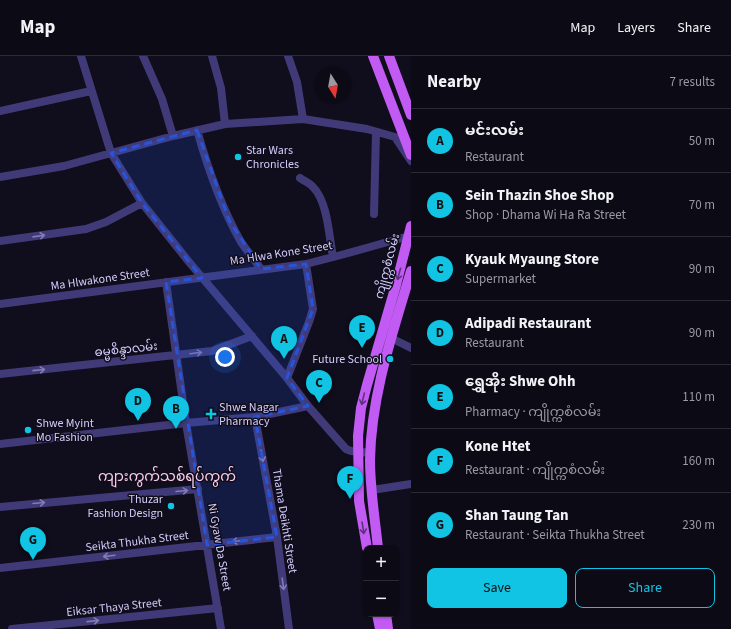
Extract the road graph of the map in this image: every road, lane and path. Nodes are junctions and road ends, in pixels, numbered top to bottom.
1 (80, 56) edge
2 (143, 56) edge
3 (212, 56) edge
4 (288, 56) edge
5 (373, 56) edge
6 (389, 56) edge
7 (92, 91) junction
8 (0, 111) edge
9 (411, 115) edge
10 (303, 119) junction
11 (225, 124) junction
12 (197, 130) junction
13 (376, 132) junction
14 (173, 136) junction
15 (111, 153) junction
16 (411, 155) edge
17 (411, 161) edge
18 (0, 177) edge
19 (300, 178) dead end
20 (142, 203) junction
21 (374, 214) dead end
22 (410, 231) edge
23 (0, 241) edge
24 (333, 257) junction
25 (306, 264) junction
26 (261, 269) junction
27 (411, 271) edge
28 (202, 278) junction
29 (166, 282) junction
30 (0, 304) edge
31 (252, 336) junction
32 (391, 338) junction
33 (411, 348) edge
34 (177, 355) junction
35 (0, 374) edge
36 (287, 378) junction
37 (308, 406) junction
38 (255, 417) junction
39 (186, 423) junction
40 (0, 444) edge
41 (358, 453) junction
42 (370, 453) junction
43 (411, 484) edge
44 (198, 489) junction
45 (372, 490) junction
46 (0, 507) edge
47 (277, 537) junction
48 (207, 545) junction
49 (366, 545) edge
50 (378, 545) edge
51 (0, 568) edge
52 (218, 608) junction
53 (378, 617) edge
54 (386, 617) edge
55 (12, 629) edge
56 (221, 629) edge
57 (289, 629) edge
58 (380, 629) edge
59 (388, 629) edge

1 - 7 street
2 - 14 street
3 - 11 street
4 - 10 street
5 - 16 main road
6 - 9 main road
7 - 8 street
7 - 15 street
10 - 11 street
10 - 13 street
11 - 12 street
12 - 14 street
12 - 26 street
13 - 17 street
13 - 21 street
14 - 15 street
15 - 18 street
15 - 20 street
19 - 24 street
23 -> 20 street
20 - 28 street
22 - 24 street, Ma Hlwa Kone Street
22 -> 41 main road, ကျိုက္ကစံလမ်း
24 - 25 street, Ma Hlwa Kone Street
25 - 26 street, Ma Hlwa Kone Street
25 - 36 street
26 - 28 street, Ma Hlwa Kone Street
27 - 32 main road, ကျိုက္ကစံလမ်း
28 - 29 street, Ma Hlwakone Street
28 - 31 street
29 - 30 street, Ma Hlwakone Street
29 - 34 street, Ni Gyaw Da Street
34 -> 31 street, ဓမ္မစိန္ဒာလမ်း
31 - 36 street
32 - 33 street
32 - 42 main road, ကျိုက္ကစံလမ်း
35 -> 34 street, ဓမ္မစိန္ဒာလမ်း
34 - 39 street, Ni Gyaw Da Street
36 - 37 street
37 - 38 street
37 - 41 street
38 - 39 street
38 -> 47 street, Thama Deikhti Street
39 - 40 street
39 - 44 street, Ni Gyaw Da Street
41 - 42 street
41 -> 49 main road, ကျိုက္ကစံလမ်း
42 - 45 main road, ကျိုက္ကစံလမ်း
43 - 45 street
46 -> 44 street
44 - 48 street, Ni Gyaw Da Street
45 - 50 main road, ကျိုက္ကစံလမ်း
47 -> 48 street, Seikta Thukha Street
47 -> 57 street, Thama Deikhti Street
48 -> 51 street, Seikta Thukha Street
48 - 52 street, Ni Gyaw Da Street
55 -> 52 street, Eiksar Thaya Street
52 - 56 street, Ni Gyaw Da Street
53 - 58 main road
54 - 59 main road

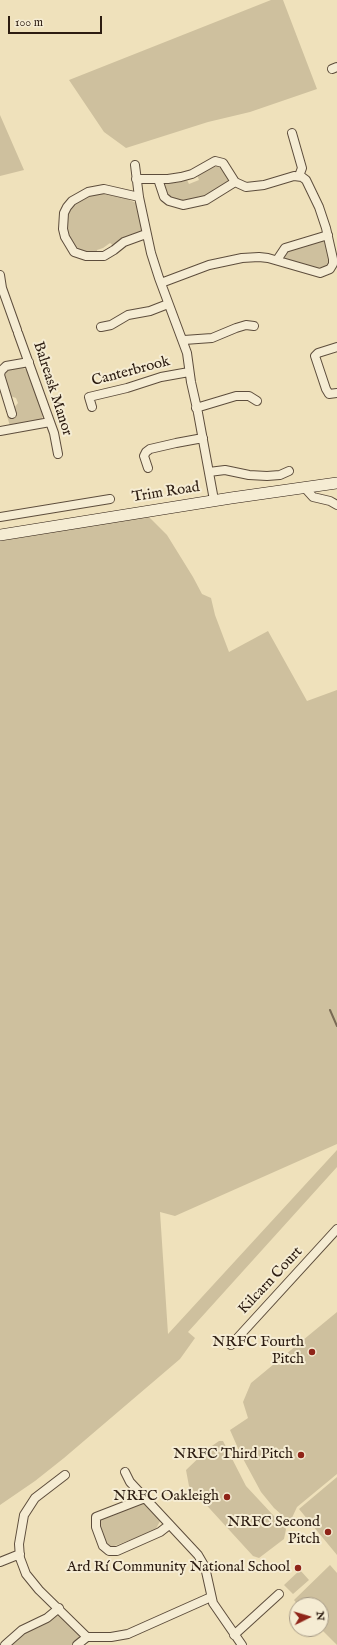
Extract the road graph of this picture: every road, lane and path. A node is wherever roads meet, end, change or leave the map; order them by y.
1 (292, 133) dead end
2 (135, 165) dead end
3 (299, 176) junction
4 (136, 179) junction
5 (158, 179) junction
6 (235, 182) junction
7 (139, 197) junction
8 (146, 234) junction
9 (328, 235) junction
10 (277, 260) junction
11 (0, 275) edge
12 (160, 283) junction
13 (1, 288) edge
14 (168, 304) junction
15 (254, 326) dead end
16 (101, 327) dead end
17 (184, 340) junction
18 (337, 347) edge
19 (29, 362) junction
20 (190, 372) junction
21 (337, 393) edge
22 (258, 401) dead end
23 (92, 407) dead end
24 (196, 408) junction
25 (12, 414) dead end
26 (50, 422) junction
27 (0, 431) edge
28 (203, 438) junction
29 (58, 454) dead end
30 (148, 468) dead end
31 (289, 471) dead end
32 (209, 472) junction
33 (337, 483) edge
34 (304, 487) junction
35 (110, 499) dead end
36 (214, 500) junction
37 (337, 505) edge
38 (0, 517) edge
39 (0, 535) edge
40 (335, 1235) edge
41 (231, 1345) dead end
42 (125, 1472) dead end
43 (65, 1475) dead end
44 (145, 1498) junction
45 (169, 1525) junction
46 (20, 1554) junction
47 (0, 1562) edge
48 (279, 1594) dead end
49 (211, 1597) junction
50 (59, 1608) junction
51 (234, 1635) junction
52 (87, 1636) junction
53 (5, 1645) edge
54 (77, 1645) edge
55 (242, 1645) edge

1 - 3 street
2 - 4 street, Canterbrook
3 - 6 street
3 - 9 street
4 - 5 street
4 - 7 street, Canterbrook
5 - 6 street
5 - 6 street
7 - 8 street, Canterbrook
7 - 8 street
8 - 12 street, Canterbrook
9 - 10 street
9 - 10 street
10 - 12 street
11 - 13 street, Balreask Manor
12 - 14 street, Canterbrook
13 - 19 street, Balreask Manor
14 - 16 street
14 - 17 street, Canterbrook
15 - 17 street, Canterbrook
17 - 20 street, Canterbrook
18 - 21 street
19 - 25 street
19 - 26 street, Balreask Manor
20 - 23 street, Canterbrook
20 - 24 street, Canterbrook
22 - 24 street
24 - 28 street, Canterbrook
26 - 27 street
26 - 29 street, Balreask Manor
28 - 30 street
28 - 32 street, Canterbrook
31 - 32 street
32 - 36 street, Canterbrook
33 - 34 main road, Trim Road
34 - 36 main road, Trim Road
34 - 37 street
35 - 38 street
36 - 39 main road, Trim Road
40 - 41 street, Kilcarn Court
42 - 44 street
43 - 46 street
44 - 45 street
44 - 45 street
45 - 49 street
46 - 47 street
46 - 50 street
48 - 51 street
49 - 51 street
49 - 52 street
50 - 52 street
50 - 53 street
51 - 55 street
52 - 54 street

########################################

▶ [Task requirements]: Keep only the lines of the listing that contain the word "graph", and copy them.

▶ [Expected answer]:
Extract the road graph of the map in this image: every road, lane and path. Nodes are junctions and road ends, in pixels, numbered top to bottom.
Extract the road graph of this picture: every road, lane and path. A node is wherever roads meet, end, change or leave the map; order them by y.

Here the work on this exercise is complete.